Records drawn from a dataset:
[Start of Attachment]
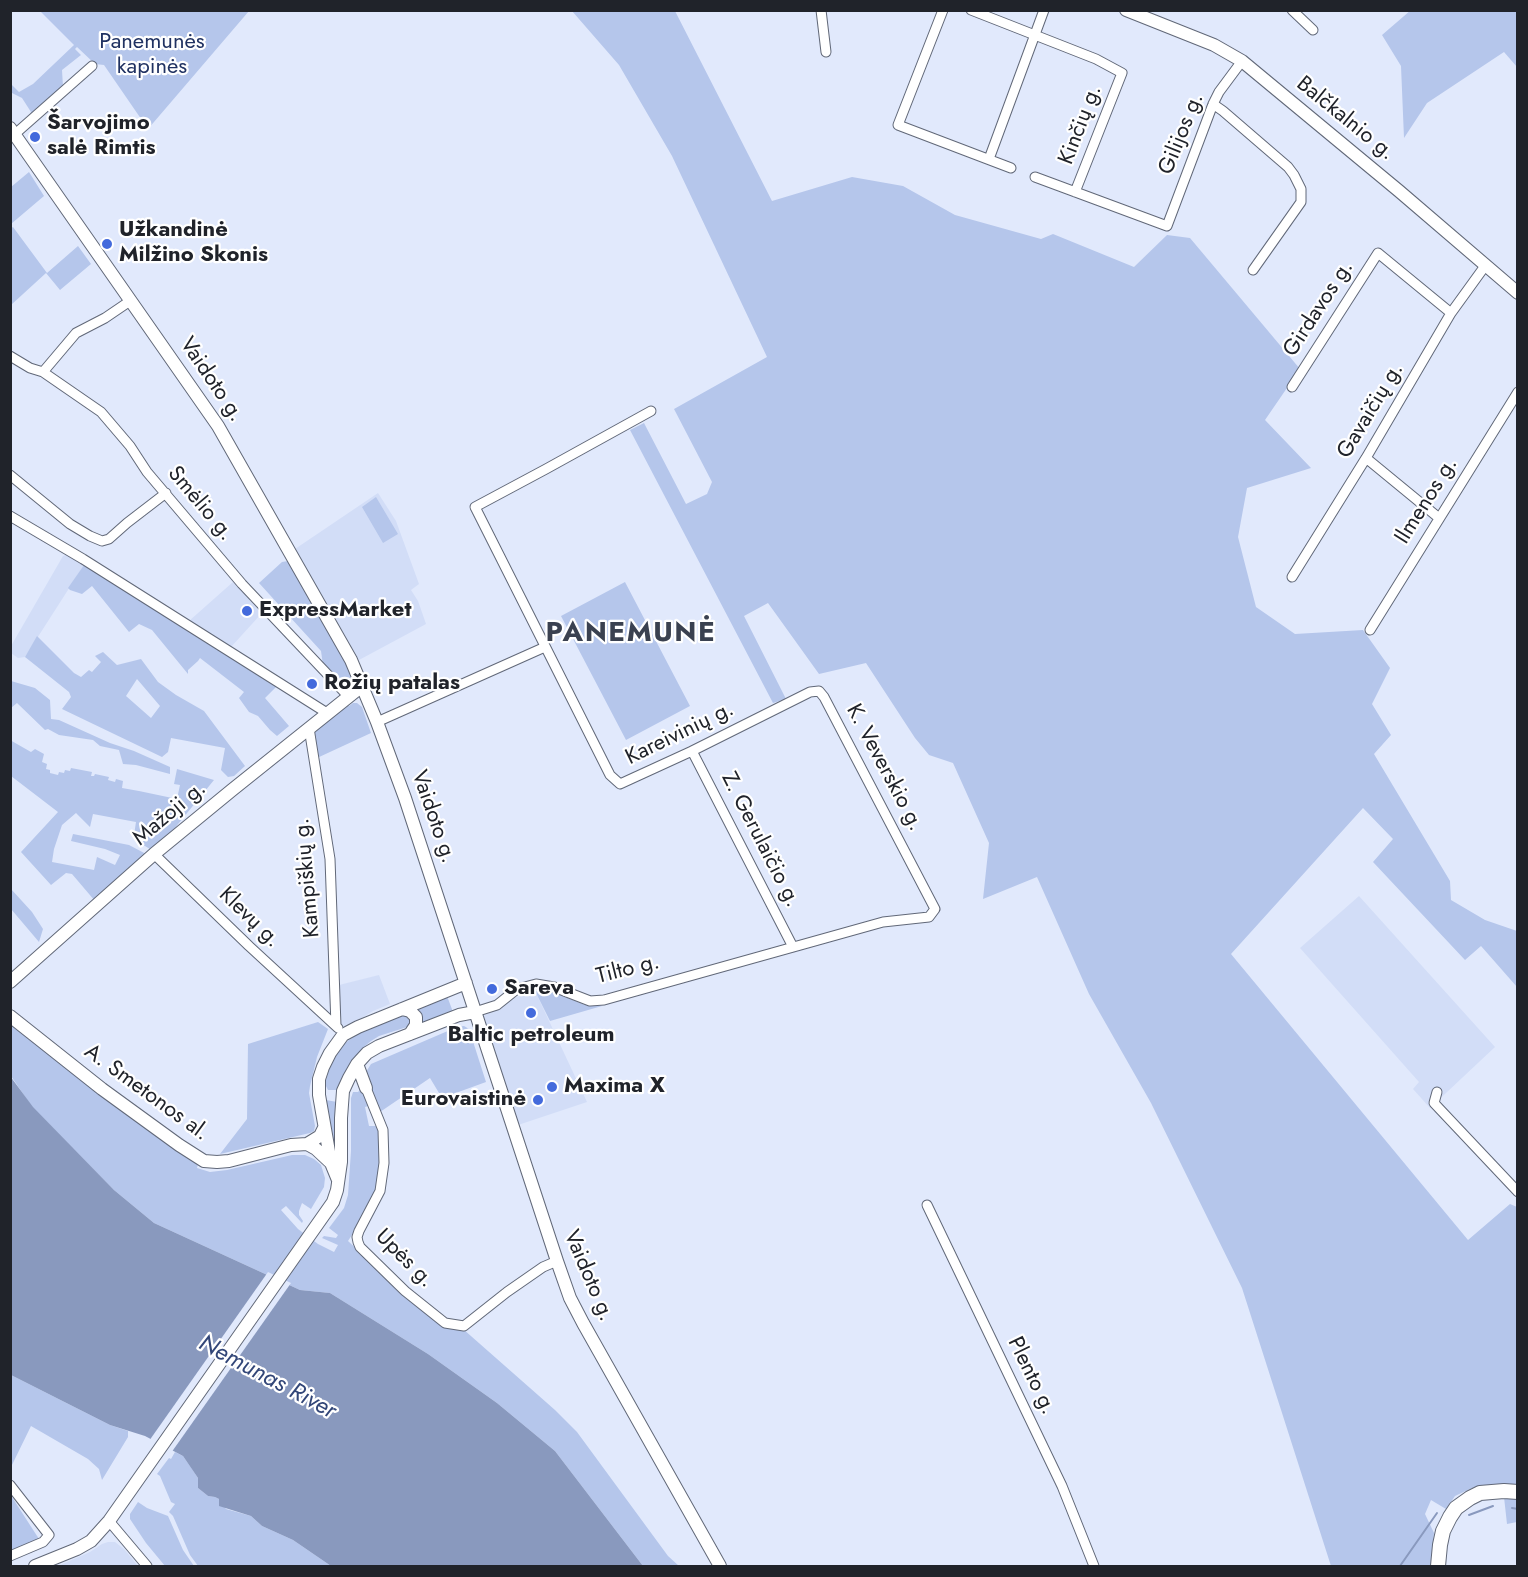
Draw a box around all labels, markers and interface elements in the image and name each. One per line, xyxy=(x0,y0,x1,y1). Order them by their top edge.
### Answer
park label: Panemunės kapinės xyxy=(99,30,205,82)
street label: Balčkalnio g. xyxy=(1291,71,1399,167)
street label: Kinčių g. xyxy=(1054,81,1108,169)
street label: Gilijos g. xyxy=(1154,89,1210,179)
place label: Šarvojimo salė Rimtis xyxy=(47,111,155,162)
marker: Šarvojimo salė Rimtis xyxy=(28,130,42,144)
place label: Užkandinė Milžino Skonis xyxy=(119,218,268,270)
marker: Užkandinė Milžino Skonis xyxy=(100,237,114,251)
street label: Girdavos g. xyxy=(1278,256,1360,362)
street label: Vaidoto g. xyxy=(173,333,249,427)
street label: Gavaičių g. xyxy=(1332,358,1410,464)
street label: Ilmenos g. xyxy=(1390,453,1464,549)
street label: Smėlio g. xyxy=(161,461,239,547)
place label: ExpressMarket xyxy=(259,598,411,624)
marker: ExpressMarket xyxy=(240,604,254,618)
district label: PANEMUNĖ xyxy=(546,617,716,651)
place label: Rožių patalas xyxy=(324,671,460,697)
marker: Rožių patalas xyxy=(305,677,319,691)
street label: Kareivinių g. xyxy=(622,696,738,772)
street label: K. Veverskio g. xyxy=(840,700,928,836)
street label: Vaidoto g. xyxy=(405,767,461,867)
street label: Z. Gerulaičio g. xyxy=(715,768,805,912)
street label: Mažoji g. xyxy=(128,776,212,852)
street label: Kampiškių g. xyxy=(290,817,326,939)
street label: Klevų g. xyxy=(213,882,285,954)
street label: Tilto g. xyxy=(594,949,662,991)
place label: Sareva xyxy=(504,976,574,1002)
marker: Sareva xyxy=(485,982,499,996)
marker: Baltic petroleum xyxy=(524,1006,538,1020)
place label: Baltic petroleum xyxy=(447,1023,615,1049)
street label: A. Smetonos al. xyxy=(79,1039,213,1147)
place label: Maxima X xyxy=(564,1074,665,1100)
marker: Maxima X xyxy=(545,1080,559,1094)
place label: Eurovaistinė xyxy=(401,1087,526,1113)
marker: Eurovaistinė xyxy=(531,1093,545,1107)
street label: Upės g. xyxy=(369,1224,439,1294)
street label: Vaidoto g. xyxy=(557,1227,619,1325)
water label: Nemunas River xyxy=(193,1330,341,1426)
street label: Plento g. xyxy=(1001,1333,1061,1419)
[End of Attachment]
[Start of Attachment]
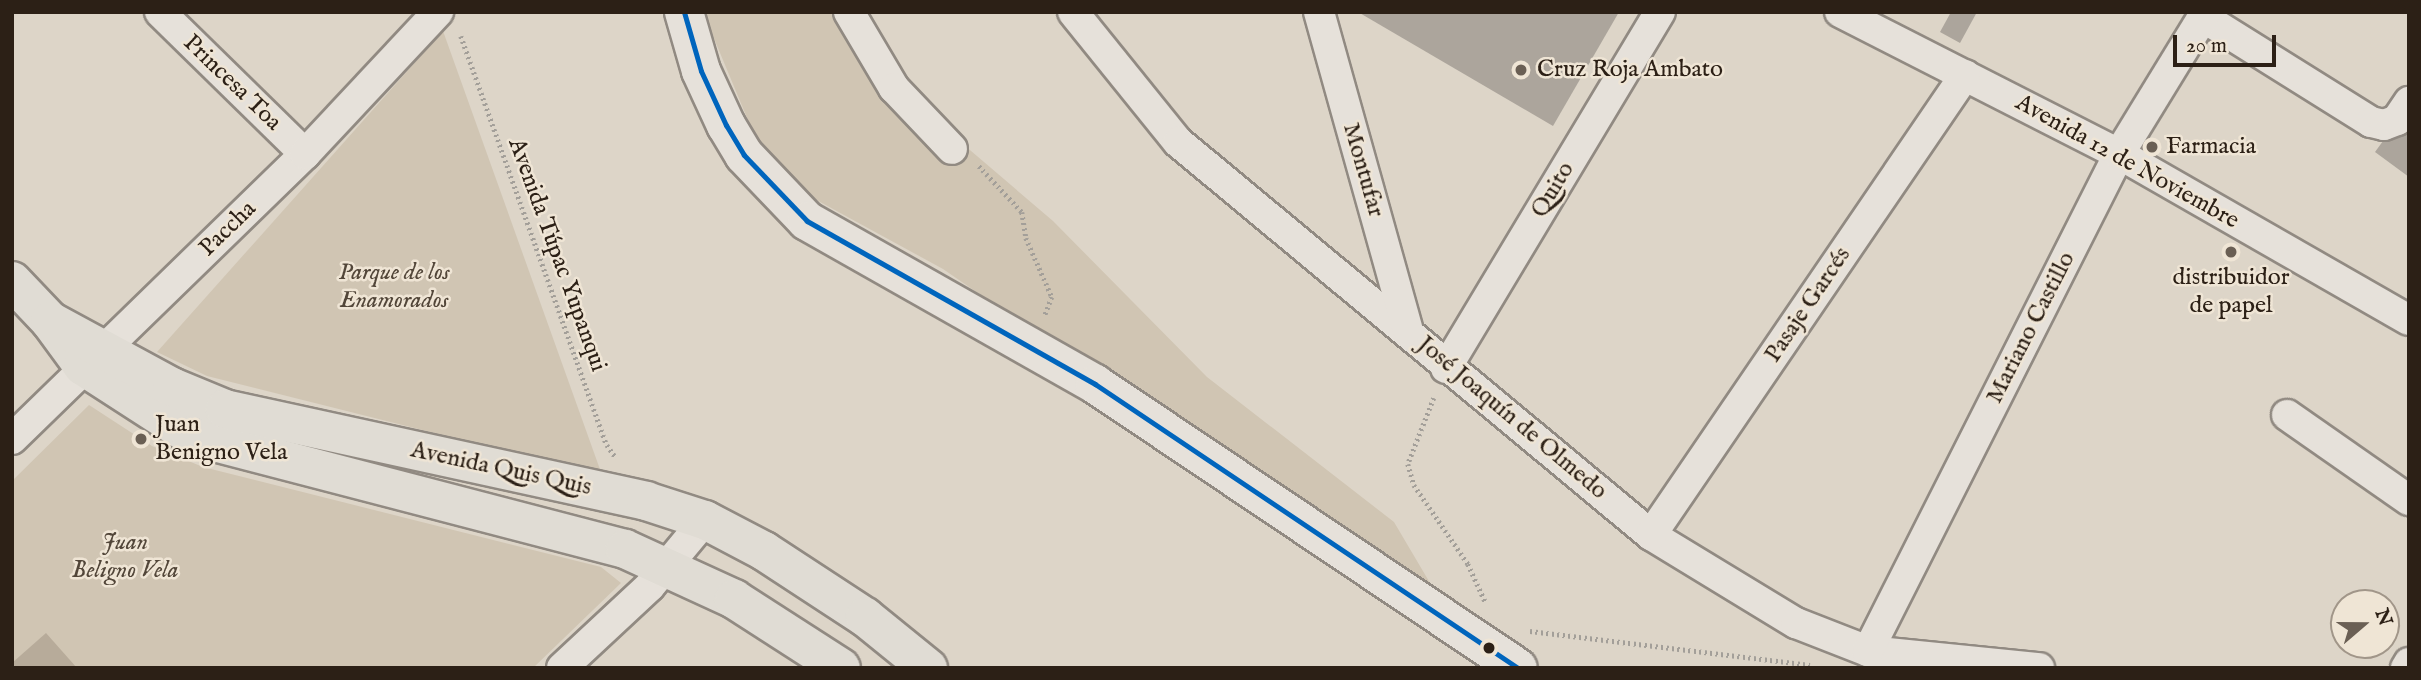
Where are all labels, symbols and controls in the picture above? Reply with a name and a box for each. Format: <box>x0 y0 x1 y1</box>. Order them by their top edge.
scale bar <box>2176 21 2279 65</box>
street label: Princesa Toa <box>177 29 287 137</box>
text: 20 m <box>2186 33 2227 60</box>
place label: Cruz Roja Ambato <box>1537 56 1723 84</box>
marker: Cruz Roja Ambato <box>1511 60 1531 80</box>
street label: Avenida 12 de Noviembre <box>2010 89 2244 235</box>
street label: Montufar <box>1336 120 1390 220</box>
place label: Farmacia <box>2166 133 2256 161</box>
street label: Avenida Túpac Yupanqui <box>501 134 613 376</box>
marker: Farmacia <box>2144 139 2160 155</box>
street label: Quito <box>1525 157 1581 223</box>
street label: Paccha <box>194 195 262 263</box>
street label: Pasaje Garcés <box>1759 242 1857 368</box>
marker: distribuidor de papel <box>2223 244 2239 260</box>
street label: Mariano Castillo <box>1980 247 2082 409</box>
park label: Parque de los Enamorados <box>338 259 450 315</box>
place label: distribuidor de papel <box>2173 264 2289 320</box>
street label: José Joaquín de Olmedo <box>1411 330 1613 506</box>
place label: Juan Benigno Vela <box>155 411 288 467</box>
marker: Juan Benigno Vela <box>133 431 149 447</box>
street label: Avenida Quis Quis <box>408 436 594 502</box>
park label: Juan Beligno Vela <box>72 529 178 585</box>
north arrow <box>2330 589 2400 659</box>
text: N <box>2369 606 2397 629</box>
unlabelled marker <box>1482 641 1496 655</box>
[End of Attachment]
Total the lines of the data that include the word "their", and give that total as the sole response.

Completed task: 2